ACTIVITY.
Transcribe the following entries letter for letter, without the pictures.

SOURCE MATERIAL.

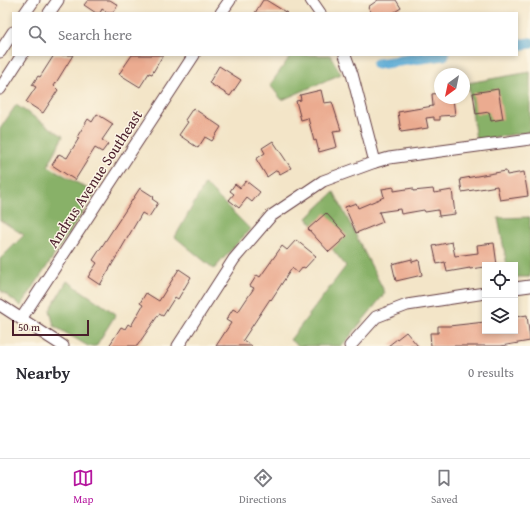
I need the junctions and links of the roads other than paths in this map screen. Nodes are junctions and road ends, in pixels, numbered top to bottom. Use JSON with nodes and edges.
{"nodes":[{"id":1,"x":34,"y":0,"type":"edge"},
{"id":2,"x":58,"y":0,"type":"edge"},
{"id":3,"x":230,"y":0,"type":"edge"},
{"id":4,"x":311,"y":0,"type":"edge"},
{"id":5,"x":26,"y":12,"type":"edge"},
{"id":6,"x":50,"y":12,"type":"edge"},
{"id":7,"x":222,"y":12,"type":"edge"},
{"id":8,"x":319,"y":12,"type":"edge"},
{"id":9,"x":12,"y":34,"type":"edge"},
{"id":10,"x":0,"y":52,"type":"edge"},
{"id":11,"x":21,"y":56,"type":"edge"},
{"id":12,"x":193,"y":56,"type":"edge"},
{"id":13,"x":345,"y":56,"type":"edge"},
{"id":14,"x":0,"y":89,"type":"edge"},
{"id":15,"x":530,"y":139,"type":"edge"},
{"id":16,"x":375,"y":162,"type":"junction"},
{"id":17,"x":530,"y":286,"type":"edge"},
{"id":18,"x":518,"y":288,"type":"edge"},
{"id":19,"x":482,"y":293,"type":"edge"},
{"id":20,"x":0,"y":305,"type":"edge"},
{"id":21,"x":21,"y":319,"type":"junction"},
{"id":22,"x":63,"y":346,"type":"edge"},
{"id":23,"x":178,"y":346,"type":"edge"},
{"id":24,"x":350,"y":346,"type":"edge"}],
"edges":[{"from":1,"to":5,"type":"street"},
{"from":2,"to":6,"type":"street"},
{"from":3,"to":7,"type":"street"},
{"from":4,"to":8,"type":"street"},
{"from":9,"to":10,"type":"street"},
{"from":11,"to":14,"type":"street"},
{"from":12,"to":21,"type":"street","name":"Andrus Avenue Southeast"},
{"from":13,"to":16,"type":"street"},
{"from":15,"to":16,"type":"street"},
{"from":16,"to":23,"type":"street"},
{"from":17,"to":18,"type":"street"},
{"from":19,"to":24,"type":"street"},
{"from":20,"to":21,"type":"street"},
{"from":21,"to":22,"type":"street"}]}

RESPONSE AREA.
I need the junctions and links of the roads other than paths in this map screen. Nodes are junctions and road ends, in pixels, numbered top to bottom. Use JSON with nodes and edges.
{"nodes":[{"id":1,"x":34,"y":0,"type":"edge"},
{"id":2,"x":58,"y":0,"type":"edge"},
{"id":3,"x":230,"y":0,"type":"edge"},
{"id":4,"x":311,"y":0,"type":"edge"},
{"id":5,"x":26,"y":12,"type":"edge"},
{"id":6,"x":50,"y":12,"type":"edge"},
{"id":7,"x":222,"y":12,"type":"edge"},
{"id":8,"x":319,"y":12,"type":"edge"},
{"id":9,"x":12,"y":34,"type":"edge"},
{"id":10,"x":0,"y":52,"type":"edge"},
{"id":11,"x":21,"y":56,"type":"edge"},
{"id":12,"x":193,"y":56,"type":"edge"},
{"id":13,"x":345,"y":56,"type":"edge"},
{"id":14,"x":0,"y":89,"type":"edge"},
{"id":15,"x":530,"y":139,"type":"edge"},
{"id":16,"x":375,"y":162,"type":"junction"},
{"id":17,"x":530,"y":286,"type":"edge"},
{"id":18,"x":518,"y":288,"type":"edge"},
{"id":19,"x":482,"y":293,"type":"edge"},
{"id":20,"x":0,"y":305,"type":"edge"},
{"id":21,"x":21,"y":319,"type":"junction"},
{"id":22,"x":63,"y":346,"type":"edge"},
{"id":23,"x":178,"y":346,"type":"edge"},
{"id":24,"x":350,"y":346,"type":"edge"}],
"edges":[{"from":1,"to":5,"type":"street"},
{"from":2,"to":6,"type":"street"},
{"from":3,"to":7,"type":"street"},
{"from":4,"to":8,"type":"street"},
{"from":9,"to":10,"type":"street"},
{"from":11,"to":14,"type":"street"},
{"from":12,"to":21,"type":"street","name":"Andrus Avenue Southeast"},
{"from":13,"to":16,"type":"street"},
{"from":15,"to":16,"type":"street"},
{"from":16,"to":23,"type":"street"},
{"from":17,"to":18,"type":"street"},
{"from":19,"to":24,"type":"street"},
{"from":20,"to":21,"type":"street"},
{"from":21,"to":22,"type":"street"}]}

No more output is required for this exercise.